(WHAT IS BEING ASKED) Please show every line from the entries that carries the word "Березанівська".

(DATA FOR THIS EXERCISE)

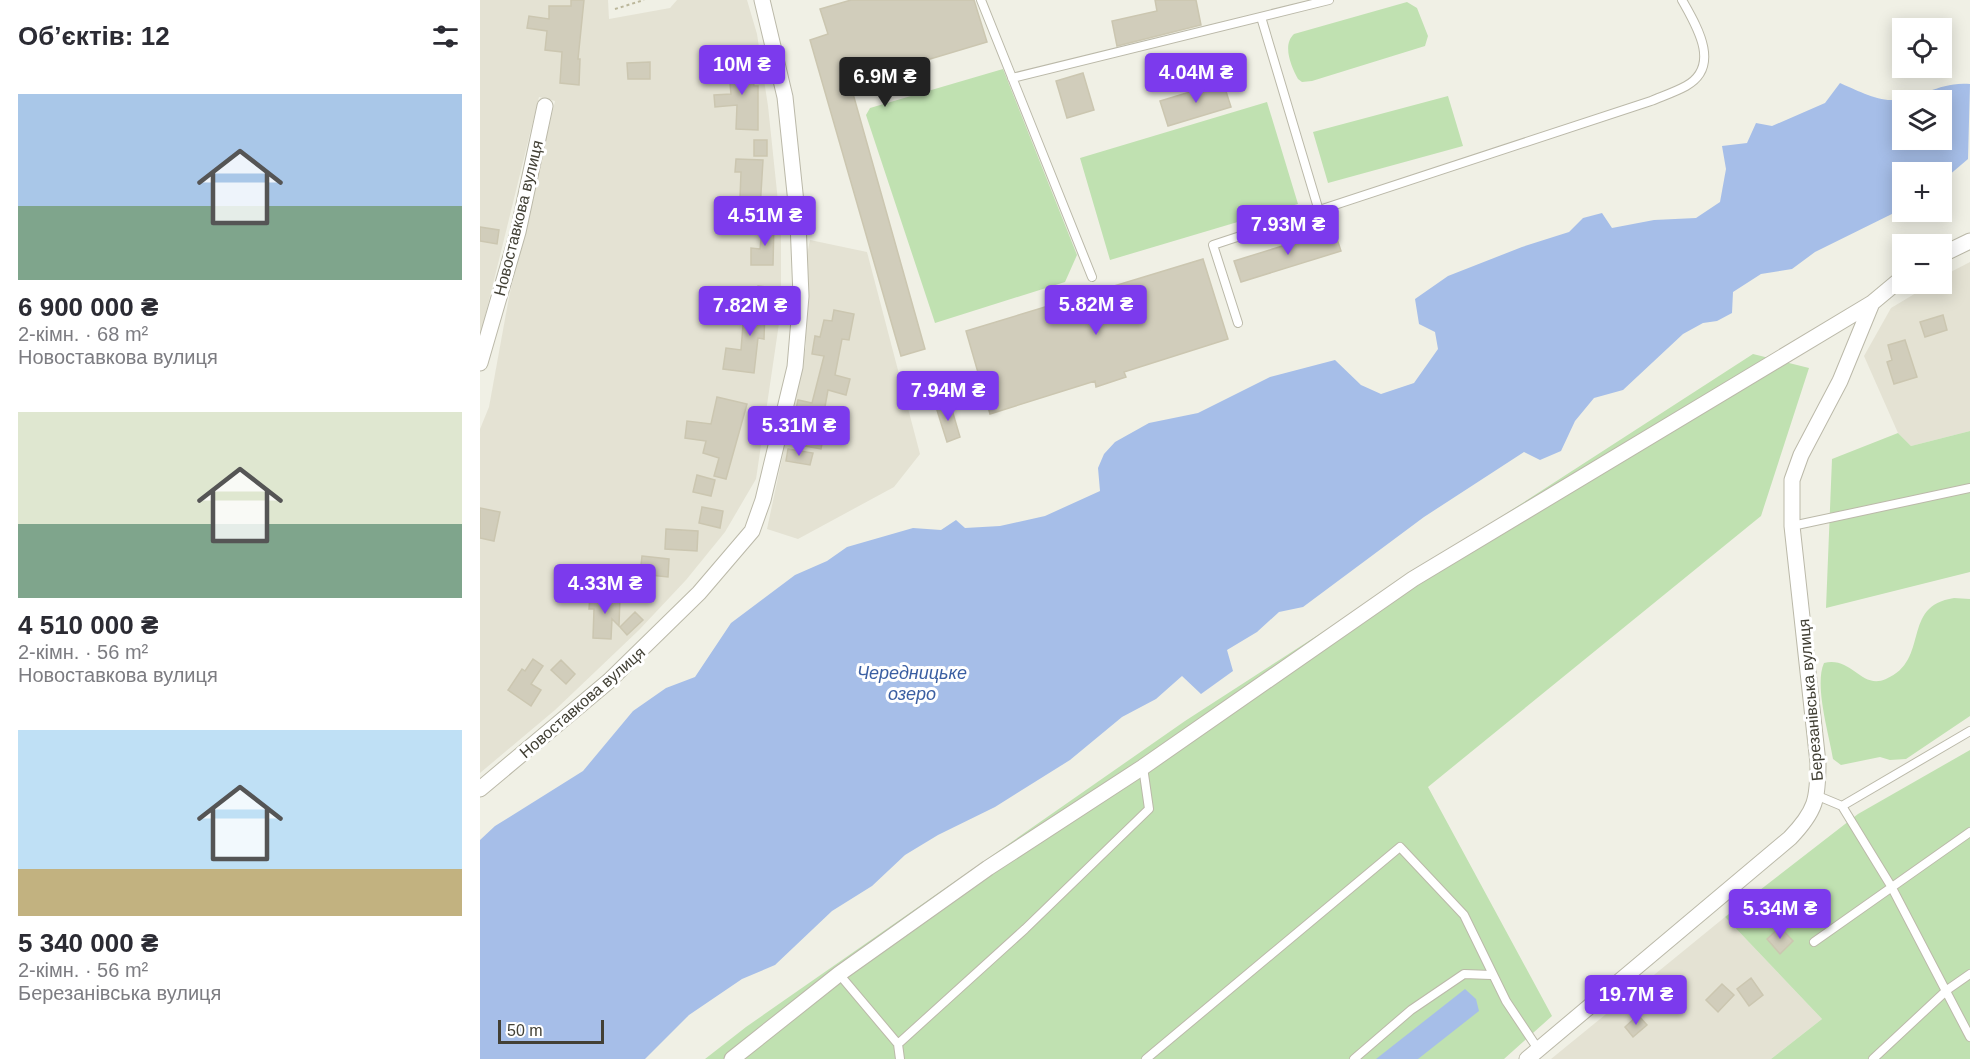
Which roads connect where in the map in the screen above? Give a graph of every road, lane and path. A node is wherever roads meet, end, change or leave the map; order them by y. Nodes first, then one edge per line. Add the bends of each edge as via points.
1 (644, 0) edge
2 (762, 0) edge
3 (981, 0) edge
4 (1329, 0) edge
5 (1682, 0) edge
6 (615, 9) dead end
7 (1261, 16) junction
8 (1012, 78) junction
9 (545, 106) dead end
10 (1319, 211) junction
11 (1970, 241) edge
12 (1952, 250) edge
13 (1092, 277) dead end
14 (1892, 286) edge
15 (1872, 303) junction
16 (1238, 322) dead end
17 (480, 363) edge
18 (1970, 488) edge
19 (1791, 526) junction
20 (1970, 731) edge
21 (1143, 767) junction
22 (480, 789) edge
23 (1818, 796) junction
24 (1842, 806) junction
25 (1970, 832) edge
26 (1891, 886) junction
27 (1814, 942) dead end
28 (839, 974) junction
29 (1970, 974) edge
30 (1491, 975) junction
31 (1947, 990) junction
32 (1970, 1037) edge
33 (898, 1044) junction
34 (1533, 1054) edge
35 (732, 1059) edge
36 (900, 1059) edge
37 (1146, 1059) edge
38 (1354, 1059) edge
39 (1873, 1059) edge

1 - 6 path
2 - 22 street, Новоставкова вулиця via 785,97 801,296 795,367 752,531 699,593 609,681
3 - 8 lane
4 - 7 lane
5 - 10 lane via 1701,34 1705,55 1701,71 1688,85 1651,101
7 - 8 lane
7 - 10 lane
8 - 13 lane
9 - 17 street, Новоставкова вулиця via 518,232
10 - 16 lane via 1214,245
11 - 12 street
14 - 15 street, Березанівська вулиця
15 - 19 street, Березанівська вулиця via 1839,381 1801,454 1792,480
15 - 21 street via 1413,579
18 - 19 lane
19 - 23 street, Березанівська вулиця via 1818,763
20 - 24 lane
21 - 28 street via 988,868
21 - 33 lane via 1149,809
23 - 24 lane
23 - 34 street, Березанівська вулиця via 1809,819 1790,837
24 - 26 lane
25 - 26 lane
26 - 27 lane
26 - 31 lane
28 - 33 lane
28 - 35 street
29 - 31 lane
30 - 34 lane
30 - 37 lane via 1464,915 1400,847
30 - 38 lane via 1464,974 1411,1010
31 - 32 lane
31 - 39 lane
33 - 36 lane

(RESPONSE TO THIS TASK)
14 - 15 street, Березанівська вулиця
15 - 19 street, Березанівська вулиця via 1839,381 1801,454 1792,480
19 - 23 street, Березанівська вулиця via 1818,763
23 - 34 street, Березанівська вулиця via 1809,819 1790,837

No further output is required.